Dependentes químicos voltam à rodoviária de Lorena, dias após operação de retirada

Grupo rejeita atendimento social e segue no local; uso de drogas é um dos grandes obstáculos

Francisco Assis
Lucas Barbosa
Lorena

Um trabalho que mais parece ser de “secar gelo”. Essa é a tarefa que a Prefeitura de Lorena vem enfrentando para tentar solucionar a situação de dependentes químicos agrupados próximo à rodoviária da cidade. Poucos dias depois de serem retirados do local, eles voltaram, reabriram um buraco no muro, que havia sido fechado pela administração municipal, e seguem o cotidiano de álcool, crack, esmolas e do fracasso do sistema, que não consegue solucionar a questão.

Sob o sol das 14h, um casal se reveza com uma garrafa de plástico na mão, com ainda poucos goles de cachaça. A mulher, com roupas sujas, cantava “Ronda”, de Paulo Vanzolini, que ficou famosa nas vozes de Nelson Gonçalves, Maria Bethânia, Inezita Barroso e Márcia. Versos como “De noite eu rondo a cidade, a te procurar, sem encontrar…” se confundem entre a música e a realidade de quem já não sabe se ainda tem um lar, mas que reluta em aceitar um abrigo público.

Se a fragilidade do sistema social brasileiro tem vários exemplos nas capitais, a rodoviária de Lorena é um espelho das dificuldades no trabalho de assistência da região.

O local passou a ser centro de dependentes químicos que perambulam usando vários tipos de drogas, álcool, e abordando passageiros, funcionários ou quem apenas passa pela região para pedir dinheiro. A qualquer horário do dia é possível se deparar com um grupo próximo ao muro que foi aberto pelos próprios dependentes.

Do outro lado do muro eles escondem a droga em meio ao mato, um esconderijo que se assemelha a um ninho, com roupas, garrafas, papelotes e lixo.

O problema foi tema de várias matérias no Jornal Atos, a última, publicada no dia 18, mostrando a cobrança de quem enfrenta o problema diariamente na rodoviária. Casos como a de uma jovem de 24 anos, ameaçada por um homem com uma faca na rodoviária, enquanto esperava por um ônibus, em abril.

Na última semana, uma força-tarefa com policiais militares, guardas municipais e agentes da Assistência Social, realizou um trabalho para retirar as pessoas do local.

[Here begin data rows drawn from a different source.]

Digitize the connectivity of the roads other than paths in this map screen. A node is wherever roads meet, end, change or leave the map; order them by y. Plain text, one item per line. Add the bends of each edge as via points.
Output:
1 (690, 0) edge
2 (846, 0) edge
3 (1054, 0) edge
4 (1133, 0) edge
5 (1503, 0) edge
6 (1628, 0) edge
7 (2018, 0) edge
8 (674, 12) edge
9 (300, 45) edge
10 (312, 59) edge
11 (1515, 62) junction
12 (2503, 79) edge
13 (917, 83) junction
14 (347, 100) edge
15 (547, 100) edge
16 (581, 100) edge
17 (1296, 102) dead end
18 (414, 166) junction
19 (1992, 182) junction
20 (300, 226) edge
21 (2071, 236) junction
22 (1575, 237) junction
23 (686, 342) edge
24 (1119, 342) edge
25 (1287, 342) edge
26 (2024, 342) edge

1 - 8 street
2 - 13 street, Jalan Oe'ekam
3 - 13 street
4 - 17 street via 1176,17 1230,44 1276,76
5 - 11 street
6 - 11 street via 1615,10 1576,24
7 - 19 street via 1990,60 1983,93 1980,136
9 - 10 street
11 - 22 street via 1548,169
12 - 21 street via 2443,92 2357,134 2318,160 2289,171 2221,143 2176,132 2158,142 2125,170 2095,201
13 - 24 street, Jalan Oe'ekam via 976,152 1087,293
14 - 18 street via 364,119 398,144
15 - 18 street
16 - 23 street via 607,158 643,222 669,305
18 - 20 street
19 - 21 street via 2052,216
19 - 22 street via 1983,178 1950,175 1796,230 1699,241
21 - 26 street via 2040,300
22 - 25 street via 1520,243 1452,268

A ideia é fiscalizar a ação de criminosos, combatendo o tráfico de drogas e dar assistência a quem vive no lugar. O trabalho fechou o buraco no muro, para evitar o acesso ao terreno, onde eles escondem as drogas.

“A maioria dos moradores de rua tem algum envolvimento com drogas e problemas na Justiça. Essa triagem, feita com o apoio da PM, é importante para garantirmos a segurança da população”, comentou o secretário de Segurança, Capitão Elton, durante a operação. Ele prometeu intensificar o patrulhamento em outras áreas da cidade.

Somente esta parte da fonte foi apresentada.